Économie – Social

Taxis, enseignants, fonctionnaires : retour sur la première grande journée de grève de l'année

Par Marina Cabiten, France Bleu mardi 26 janvier 2016 à 16:35

Manifestation à Rennes le 26 janvier 2016
Manifestation à Rennes le 26 janvier 2016 © Maxppp

Des milliers de personnes à travers la France se sont mobilisées ce mardi pour diverses causes : pouvoir d'achat, emploi, service public. Un mouvement qui est resté mesuré étant donné le nombre de branches appelées à la grève, et marqué par des incidents avec les taxis parisiens.

La première journée de mobilisation générale de cette année 2016 a rassemblé dans les rues plusieurs milliers de personnes, notamment en région. À Paris, ce mardi aura avant tout été marqué par la grève des taxis et leur manifestation qui a dégénéré. 

Manifestations fournies en région

Côté fonction publique (5,6 millions d'agents), certaines manifestations ont rassemblé des milliers de personnes sur les 110 à 120 cortèges prévus en France. Les fonctionnaires manifestaient contre le gel, depuis 2010, du point d'indice (4,63 euros) qui sert à calculer leurs salaires. Ils ont perdu entre "8 et 10%" de leur pouvoir d'achat en cinq ans, selon FO et la CGT, à l'origine de l'appel à la mobilisation avec Solidaires. "Près de 30% des agents des finances publiques étaient en grève", selon les tout premiers chiffres remontant des départements, a indiqué Solidaires. 

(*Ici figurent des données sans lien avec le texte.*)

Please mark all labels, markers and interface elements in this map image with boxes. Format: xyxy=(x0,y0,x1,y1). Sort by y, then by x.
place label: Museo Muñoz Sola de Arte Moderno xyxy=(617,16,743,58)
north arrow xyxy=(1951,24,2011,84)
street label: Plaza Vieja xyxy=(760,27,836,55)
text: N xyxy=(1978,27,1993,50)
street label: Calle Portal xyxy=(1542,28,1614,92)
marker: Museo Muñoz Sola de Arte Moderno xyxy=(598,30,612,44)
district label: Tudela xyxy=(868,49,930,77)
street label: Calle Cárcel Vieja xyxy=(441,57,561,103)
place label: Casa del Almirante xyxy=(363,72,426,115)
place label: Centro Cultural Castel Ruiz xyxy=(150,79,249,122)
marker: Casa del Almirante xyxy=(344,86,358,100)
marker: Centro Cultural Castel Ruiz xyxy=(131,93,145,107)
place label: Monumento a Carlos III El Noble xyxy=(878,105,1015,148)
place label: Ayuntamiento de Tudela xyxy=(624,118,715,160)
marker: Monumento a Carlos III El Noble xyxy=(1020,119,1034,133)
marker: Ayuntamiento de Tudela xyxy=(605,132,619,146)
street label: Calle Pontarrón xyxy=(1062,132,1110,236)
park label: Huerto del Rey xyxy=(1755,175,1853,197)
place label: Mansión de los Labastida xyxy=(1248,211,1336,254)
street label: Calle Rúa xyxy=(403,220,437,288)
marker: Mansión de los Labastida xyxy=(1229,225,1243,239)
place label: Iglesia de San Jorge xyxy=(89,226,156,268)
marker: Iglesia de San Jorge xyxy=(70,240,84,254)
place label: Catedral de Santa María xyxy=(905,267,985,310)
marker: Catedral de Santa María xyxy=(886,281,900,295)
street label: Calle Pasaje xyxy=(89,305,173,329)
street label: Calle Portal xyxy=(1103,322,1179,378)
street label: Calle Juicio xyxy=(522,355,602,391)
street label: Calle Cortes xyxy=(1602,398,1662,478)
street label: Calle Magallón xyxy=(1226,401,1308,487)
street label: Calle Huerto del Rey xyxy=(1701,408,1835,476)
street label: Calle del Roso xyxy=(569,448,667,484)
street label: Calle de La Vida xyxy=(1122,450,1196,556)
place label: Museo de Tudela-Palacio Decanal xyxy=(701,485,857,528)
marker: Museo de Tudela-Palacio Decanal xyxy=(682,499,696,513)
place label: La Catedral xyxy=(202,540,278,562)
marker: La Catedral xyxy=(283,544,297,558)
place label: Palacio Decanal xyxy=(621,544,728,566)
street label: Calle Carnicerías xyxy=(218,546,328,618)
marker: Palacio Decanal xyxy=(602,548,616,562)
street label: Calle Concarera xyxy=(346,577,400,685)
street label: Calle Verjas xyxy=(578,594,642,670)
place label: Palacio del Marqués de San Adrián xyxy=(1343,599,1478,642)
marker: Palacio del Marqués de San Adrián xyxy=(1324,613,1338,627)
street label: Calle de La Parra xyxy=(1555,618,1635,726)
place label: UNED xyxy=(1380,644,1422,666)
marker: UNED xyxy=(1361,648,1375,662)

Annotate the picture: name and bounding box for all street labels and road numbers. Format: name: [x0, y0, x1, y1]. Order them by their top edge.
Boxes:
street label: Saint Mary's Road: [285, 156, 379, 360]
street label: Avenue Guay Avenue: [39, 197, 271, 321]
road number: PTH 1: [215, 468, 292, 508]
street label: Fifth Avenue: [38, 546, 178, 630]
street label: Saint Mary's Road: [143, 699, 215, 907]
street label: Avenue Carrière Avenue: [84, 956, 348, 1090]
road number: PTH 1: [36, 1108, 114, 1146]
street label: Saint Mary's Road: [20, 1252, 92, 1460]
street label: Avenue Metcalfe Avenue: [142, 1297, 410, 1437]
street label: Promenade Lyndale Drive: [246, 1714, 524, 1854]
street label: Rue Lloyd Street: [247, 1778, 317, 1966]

Ils étaient des milliers à Paris mais aussi à Marseille, où 3.600 fonctionnaires ont manifesté dans le centre tandis qu'ils étaient plus d'un millier à Nice parmi lesquels des enseignants venus dire "non à la réforme du collège" et des personnels hospitaliers s'opposant à la "loi santé". A Rouen, entre 2.000 et 3.000 personnes étaient rassemblées. Ils étaient 1.000 au Mans, et environ le même nombre à Metz. A Strasbourg, 500 à 600 personnes ont manifesté derrière des banderoles proclamant "Profs : de plus en plus de travail pour un salaire dérisoire". 

La ministre de la Fonction publique Marylise Lebranchu a répété mardi que les fonctionnaires ne devaient pas s'attendre à une "grosse augmentation du point d'indice" lors de la négociation salariale prévue en février, tout en assurant "entendre" leurs revendications. 

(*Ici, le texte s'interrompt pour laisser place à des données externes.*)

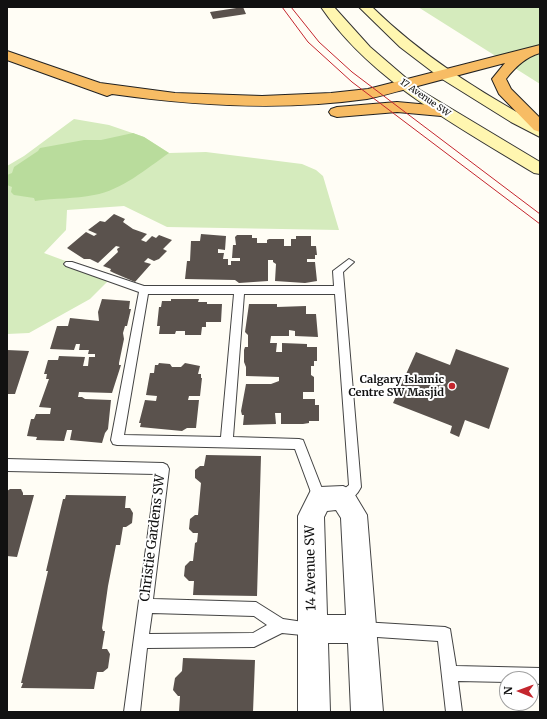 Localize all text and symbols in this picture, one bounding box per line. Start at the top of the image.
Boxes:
street label: 17 Avenue SW [398,77,452,119]
place label: Calgary Islamic Centre SW Masjid [348,373,444,399]
marker: Calgary Islamic Centre SW Masjid [447,381,457,391]
street label: Christie Gardens SW [137,474,169,602]
street label: 14 Avenue SW [302,525,320,611]
north arrow [499,671,539,711]
text: N [501,686,515,695] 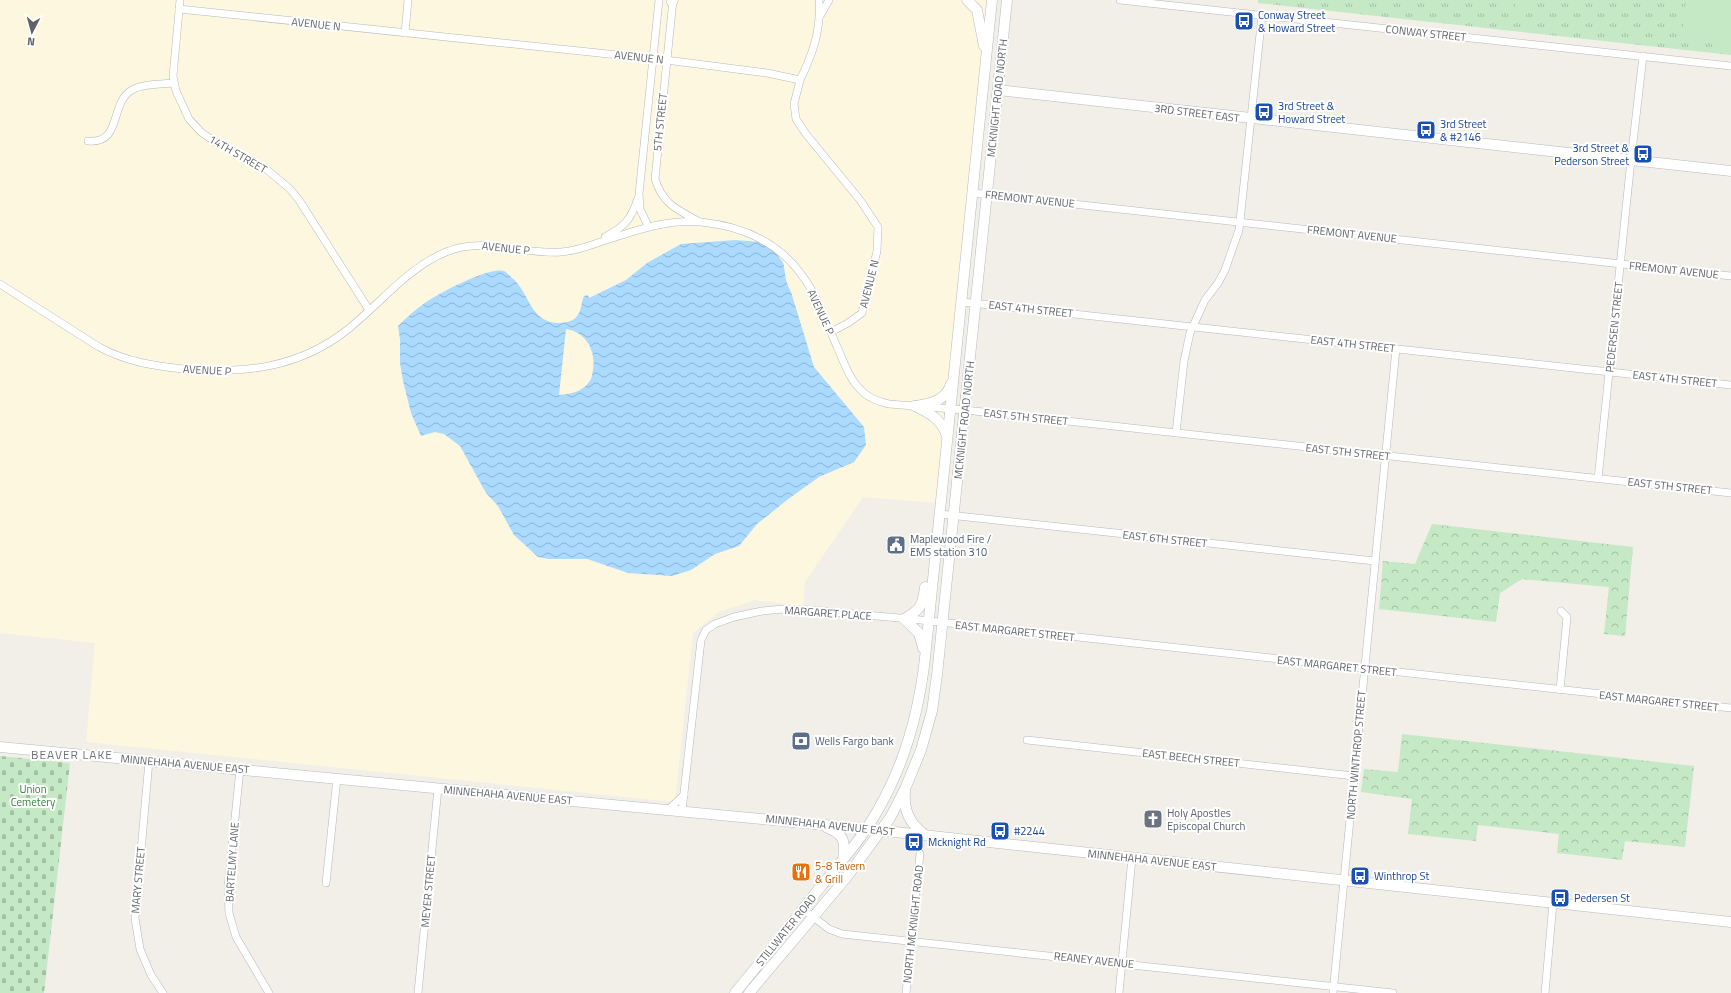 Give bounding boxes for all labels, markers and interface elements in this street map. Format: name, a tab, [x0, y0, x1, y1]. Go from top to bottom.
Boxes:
place label: Conway Street & Howard Street	[1258, 7, 1335, 36]
bus stop icon: Conway Street & Howard Street	[1233, 10, 1255, 32]
north arrow	[12, 12, 52, 52]
street label: AVENUE N	[291, 13, 341, 35]
street label: CONWAY STREET	[1385, 21, 1467, 45]
text: N	[26, 34, 36, 50]
street label: MCKNIGHT ROAD NORTH	[983, 38, 1011, 158]
street label: AVENUE N	[614, 46, 664, 68]
street label: 5TH STREET	[649, 92, 671, 152]
place label: 3rd Street & Howard Street	[1278, 98, 1345, 127]
street label: 3RD STREET EAST	[1154, 100, 1241, 126]
bus stop icon: 3rd Street & Howard Street	[1253, 101, 1275, 123]
place label: 3rd Street & #2146	[1440, 116, 1487, 145]
bus stop icon: 3rd Street & #2146	[1415, 119, 1437, 141]
street label: 14TH STREET	[206, 131, 270, 177]
place label: 3rd Street & Pederson Street	[1554, 140, 1629, 169]
bus stop icon: 3rd Street & Pederson Street	[1632, 143, 1654, 165]
street label: FREMONT AVENUE	[984, 186, 1076, 212]
street label: FREMONT AVENUE	[1306, 221, 1398, 247]
street label: AVENUE P	[481, 238, 531, 259]
street label: FREMONT AVENUE	[1628, 257, 1720, 283]
street label: AVENUE N	[855, 258, 883, 310]
street label: PEDERSEN STREET	[1601, 281, 1627, 373]
street label: AVENUE P	[804, 287, 839, 338]
street label: EAST 4TH STREET	[988, 297, 1074, 321]
street label: EAST 4TH STREET	[1310, 332, 1396, 356]
street label: MCKNIGHT ROAD NORTH	[950, 360, 978, 480]
street label: AVENUE P	[182, 361, 232, 379]
street label: EAST 4TH STREET	[1632, 367, 1718, 391]
street label: EAST 5TH STREET	[983, 405, 1069, 429]
street label: EAST 5TH STREET	[1305, 440, 1391, 464]
street label: EAST 5TH STREET	[1627, 474, 1713, 498]
street label: EAST 6TH STREET	[1122, 527, 1208, 551]
place label: Maplewood Fire / EMS station 310	[910, 531, 992, 560]
public building icon: Maplewood Fire / EMS station 310	[885, 534, 907, 556]
street label: MARGARET PLACE	[784, 602, 872, 624]
street label: EAST MARGARET STREET	[954, 617, 1076, 645]
street label: EAST MARGARET STREET	[1276, 652, 1398, 680]
street label: EAST MARGARET STREET	[1598, 687, 1720, 715]
street label: NORTH WINTHROP STREET	[1342, 690, 1370, 820]
bank icon: Wells Fargo bank	[790, 730, 812, 752]
place label: Wells Fargo bank	[815, 733, 894, 749]
district label: BEAVER LAKE	[31, 745, 113, 764]
street label: EAST BEECH STREET	[1141, 745, 1241, 771]
street label: MINNEHAHA AVENUE EAST	[120, 750, 250, 778]
park label: Union Cemetery	[11, 781, 56, 810]
street label: MINNEHAHA AVENUE EAST	[443, 781, 573, 809]
place label: Holy Apostles Episcopal Church	[1167, 805, 1245, 834]
church icon: Holy Apostles Episcopal Church	[1142, 808, 1164, 830]
street label: MINNEHAHA AVENUE EAST	[765, 810, 895, 840]
bus stop icon: #2244	[989, 820, 1011, 842]
street label: BARTELMY LANE	[221, 822, 243, 902]
place label: #2244	[1014, 823, 1045, 839]
bus stop icon: Mcknight Rd	[903, 831, 925, 853]
place label: Mcknight Rd	[928, 834, 986, 850]
street label: MINNEHAHA AVENUE EAST	[1087, 845, 1217, 875]
street label: MARY STREET	[127, 846, 149, 914]
street label: MEYER STREET	[417, 854, 439, 928]
place label: 5-8 Tavern & Grill	[815, 858, 865, 887]
restaurant icon: 5-8 Tavern & Grill	[790, 861, 812, 883]
street label: NORTH MCKNIGHT ROAD	[899, 864, 927, 984]
bus stop icon: Winthrop St	[1349, 865, 1371, 887]
place label: Winthrop St	[1374, 868, 1429, 884]
bus stop icon: Pedersen St	[1549, 887, 1571, 909]
place label: Pedersen St	[1574, 890, 1630, 906]
street label: STILLWATER ROAD	[752, 891, 820, 969]
street label: REANEY AVENUE	[1053, 948, 1135, 972]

Les enseignants du collège les plus fortement mobilisés

La grève dans l'Education nationale était surtout suivie par les professeurs du collège, pour lesquels les revendications salariales se doublent d'un mécontentement contre la réforme du collège, qui entre en vigueur à la rentrée. Le ministère de l'Education a annoncé un taux de grévistes de 22,32% au collège, 12,24% dans le primaire et 3,66% parmi le personnel non enseignant. Les chiffres du ministère sont nettement inférieurs aux estimations données sur Twitter par le SNES, car selon le premier syndicat du secondaire, plus de 50% des professeurs des collèges censés faire cours étaient en grève. 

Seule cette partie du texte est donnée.